Prove that below is not true.

given,
{a, b, c, d, X} ⊂ {x|x is a real number}
a<X<b <=> c<X<d

then,
a=c and b=d

MJK wrote:

DrStraw wrote:......

Code: Select all

Prove that below is not true.

given,
{a, b, c, d, X} ⊂ {x|x is a real number}
a<X<b <=> c<X<d

then,
a=c and b=d

Is the following implication true FOR EVERY 5-tuple (a1,a2,b1,b2,x) of real numbers?

If (a1<x<a2 if-and-only-if b1<x<b2) then (a1=b1 AND a2=b2)

bayu wrote:I think the original question is:

Fix 4 reals a, b, c, d.

Now you can ask, whether the following statement is true:

if for all x we have (a<x<b <=> c<x<d)
then a=c and b=d.

This statement is true if a<b or c<d, and it is false if not (e.g. a=1,b=0,c=3,d=2)

From afar it looks like a confusion of quantifiers.

lemmata wrote:You are confusing yourself because you did not word your problem correctly to yourself.

Is the following implication true FOR EVERY 5-tuple (a1,a2,b1,b2,x) of real numbers?

If (a1<x<a2 if-and-only-if b1<x<b2) then (a1=b1 AND a2=b2)

To disprove it, you need to find that FOR SOME 5-tuple (a1,a2,b1,b2,x) of real numbers the premise (part after if) is true but the conclusion (part after then) is false. Counterexamples are obvious and plentiful at this stage.

Is it possible for two distinct open intervals to contain the same point? If this is obvious to you, then your mystery might be solved.

Let,
a = -B/2
b = B/3
c = A/3
d = -A/2
x = A+B

(A, B are real numbers.)

-B/2<A+B<B/3 <=> A/3<A+B<-A/2
a<X<b <=> c<X<d

however, the two intervals on each side are not the same.
-B/2 != A/3 or B/3 != -A/2

Is the following implication true for every 2-tuple (a, b) of real numbers?

if (a^2 = b^2), then (a = b)

No.

Proof 1
counterexample a = -1, b = 1

Proof 2
a^2 = b^2
⇔ a^2-b^2 = 0
⇔ (a+b)(a-b) = 0
⇔ a = ±b

a = ±b <== a = b

Therefore, the implication is not true.

Bill Spight wrote:
Well, if a<x<b => c<x<d AND c<x<d => a<x<b, then by symmetry we cannot have a<c because that would mean that c<a. Dr Straw has diagnosed the problem.

bayu wrote:And in his example the intervall A/3<A+B<-A/2 is empty (if A is positive). I'm pretty sure, the misunderstanding lies here.

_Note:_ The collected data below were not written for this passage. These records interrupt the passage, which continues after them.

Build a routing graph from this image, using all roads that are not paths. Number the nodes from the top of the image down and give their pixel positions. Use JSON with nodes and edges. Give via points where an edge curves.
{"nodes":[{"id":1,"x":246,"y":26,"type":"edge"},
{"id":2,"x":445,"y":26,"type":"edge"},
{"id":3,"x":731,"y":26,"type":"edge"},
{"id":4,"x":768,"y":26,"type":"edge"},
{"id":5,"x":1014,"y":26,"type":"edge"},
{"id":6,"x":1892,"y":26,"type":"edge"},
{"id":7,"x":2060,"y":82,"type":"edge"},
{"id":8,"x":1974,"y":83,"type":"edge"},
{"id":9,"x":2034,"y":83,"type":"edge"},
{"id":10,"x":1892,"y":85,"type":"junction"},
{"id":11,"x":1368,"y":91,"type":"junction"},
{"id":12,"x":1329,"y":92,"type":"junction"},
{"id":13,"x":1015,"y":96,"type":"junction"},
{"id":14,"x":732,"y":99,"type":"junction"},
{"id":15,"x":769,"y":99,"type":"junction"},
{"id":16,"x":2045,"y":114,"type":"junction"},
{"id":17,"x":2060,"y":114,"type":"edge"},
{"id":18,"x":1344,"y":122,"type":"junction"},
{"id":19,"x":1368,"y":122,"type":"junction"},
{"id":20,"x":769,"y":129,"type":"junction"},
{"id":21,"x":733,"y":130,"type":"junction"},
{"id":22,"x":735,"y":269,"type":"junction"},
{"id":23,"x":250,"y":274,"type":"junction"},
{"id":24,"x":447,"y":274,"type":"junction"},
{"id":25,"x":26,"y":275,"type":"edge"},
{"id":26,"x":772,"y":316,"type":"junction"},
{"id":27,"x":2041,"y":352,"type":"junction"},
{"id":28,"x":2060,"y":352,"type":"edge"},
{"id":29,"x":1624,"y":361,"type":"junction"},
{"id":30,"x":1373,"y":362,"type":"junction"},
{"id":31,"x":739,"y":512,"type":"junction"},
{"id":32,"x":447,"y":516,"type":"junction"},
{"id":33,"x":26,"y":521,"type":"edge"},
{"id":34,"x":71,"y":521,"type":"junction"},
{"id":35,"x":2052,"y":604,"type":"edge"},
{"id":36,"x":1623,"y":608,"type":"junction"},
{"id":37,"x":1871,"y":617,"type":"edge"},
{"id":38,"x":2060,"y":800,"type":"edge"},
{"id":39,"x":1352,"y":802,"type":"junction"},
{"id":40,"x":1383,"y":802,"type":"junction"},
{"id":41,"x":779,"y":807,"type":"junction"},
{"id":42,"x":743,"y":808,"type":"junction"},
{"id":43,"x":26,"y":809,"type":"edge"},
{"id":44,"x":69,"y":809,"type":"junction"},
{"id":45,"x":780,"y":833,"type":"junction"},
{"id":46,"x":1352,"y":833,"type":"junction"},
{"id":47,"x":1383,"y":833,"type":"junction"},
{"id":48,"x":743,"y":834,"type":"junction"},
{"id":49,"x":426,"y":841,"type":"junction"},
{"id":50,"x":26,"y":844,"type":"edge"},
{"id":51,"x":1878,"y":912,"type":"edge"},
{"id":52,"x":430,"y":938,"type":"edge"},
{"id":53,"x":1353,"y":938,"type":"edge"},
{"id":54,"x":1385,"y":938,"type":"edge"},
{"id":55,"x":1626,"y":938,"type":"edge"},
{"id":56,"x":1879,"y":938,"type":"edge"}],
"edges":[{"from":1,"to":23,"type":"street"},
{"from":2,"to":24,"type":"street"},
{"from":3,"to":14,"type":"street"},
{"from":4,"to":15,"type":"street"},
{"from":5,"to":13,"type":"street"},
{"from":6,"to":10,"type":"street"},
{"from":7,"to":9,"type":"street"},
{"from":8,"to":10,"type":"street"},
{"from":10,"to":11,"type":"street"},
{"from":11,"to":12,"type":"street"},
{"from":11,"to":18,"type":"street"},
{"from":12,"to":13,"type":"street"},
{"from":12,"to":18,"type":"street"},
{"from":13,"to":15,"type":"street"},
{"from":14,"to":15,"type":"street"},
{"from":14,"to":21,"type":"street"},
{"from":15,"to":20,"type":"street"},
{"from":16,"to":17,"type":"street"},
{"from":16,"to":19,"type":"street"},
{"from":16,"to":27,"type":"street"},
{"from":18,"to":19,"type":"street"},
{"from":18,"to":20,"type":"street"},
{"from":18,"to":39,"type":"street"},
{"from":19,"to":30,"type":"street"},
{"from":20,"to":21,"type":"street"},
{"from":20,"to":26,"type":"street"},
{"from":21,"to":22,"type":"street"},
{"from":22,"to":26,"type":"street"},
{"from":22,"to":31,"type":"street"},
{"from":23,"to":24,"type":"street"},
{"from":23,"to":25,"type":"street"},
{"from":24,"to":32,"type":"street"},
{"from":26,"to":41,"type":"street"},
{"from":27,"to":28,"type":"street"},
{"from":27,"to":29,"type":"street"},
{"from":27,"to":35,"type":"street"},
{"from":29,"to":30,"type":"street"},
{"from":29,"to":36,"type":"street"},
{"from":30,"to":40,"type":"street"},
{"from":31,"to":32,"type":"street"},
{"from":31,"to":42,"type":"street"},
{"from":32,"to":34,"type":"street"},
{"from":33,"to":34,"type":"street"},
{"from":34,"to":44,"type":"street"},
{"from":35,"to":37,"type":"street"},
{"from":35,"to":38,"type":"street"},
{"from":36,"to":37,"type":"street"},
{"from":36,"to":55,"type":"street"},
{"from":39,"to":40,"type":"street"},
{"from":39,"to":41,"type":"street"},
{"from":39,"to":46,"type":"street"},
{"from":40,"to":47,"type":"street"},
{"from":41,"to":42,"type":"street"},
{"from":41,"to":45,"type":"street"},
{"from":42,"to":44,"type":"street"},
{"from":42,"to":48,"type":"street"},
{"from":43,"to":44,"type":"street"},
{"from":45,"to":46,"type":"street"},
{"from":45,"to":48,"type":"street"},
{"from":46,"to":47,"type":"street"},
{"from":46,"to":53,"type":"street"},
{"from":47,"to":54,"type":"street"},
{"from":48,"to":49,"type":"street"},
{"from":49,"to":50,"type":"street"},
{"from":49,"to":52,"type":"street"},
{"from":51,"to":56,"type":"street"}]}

What is the following set X?

X =
{(a1, a2, b1, b2, x)|
      ({a1, a2, b1, b2, x} ⊂ {x|x is a real number})
  and (a1<x<a2 ⇔ b1<x<b2)
  and ~(a1=b1 and a2=b2)
}

('~' means 'not')

MJK wrote:

bayu wrote:And in his example the intervall A/3<A+B<-A/2 is empty (if A is positive). I'm pretty sure, the misunderstanding lies here.

The interval is not empty, and n({(A, B)|A/3 < A+B < -A/2}) = ∞
(n(X) means number of the elements of set X)
I never stated the numbers should be positive but rather {A, B} ⊂ {x|x is a real number}

As lemmenta clarified, there are no more misunderstandings. The existence of counterexamples are obvious.

Again I shall restate my CURRENT problem more clearly.

Code: Select all

What is the following set X?

X =
{(a1, a2, b1, b2, x)|
      ({a1, a2, b1, b2, x} ⊂ {x|x is a real number})
  and (a1<x<a2 ⇔ b1<x<b2)
  and ~(a1=b1 and a2=b2)
}

('~' means 'not')

MJK wrote:Perhaps some clues of the properties of set X will occur after being clearly defined.

uPWarrior wrote:Have you tried describing the equivalence operator differently so that your intuition improves?

a <=> b is the same as (a AND B) OR (!a AND !b),

therefore

a<X<b <=> c<X<d is the same as (a<X<b AND c<X<d) OR (a>=X>=b AND c>=X>=d)

Is the set clearer to you if describe it like this? It basically means that the value X is always between a and b and between c and d, as long as a-b and c-d have the same sign.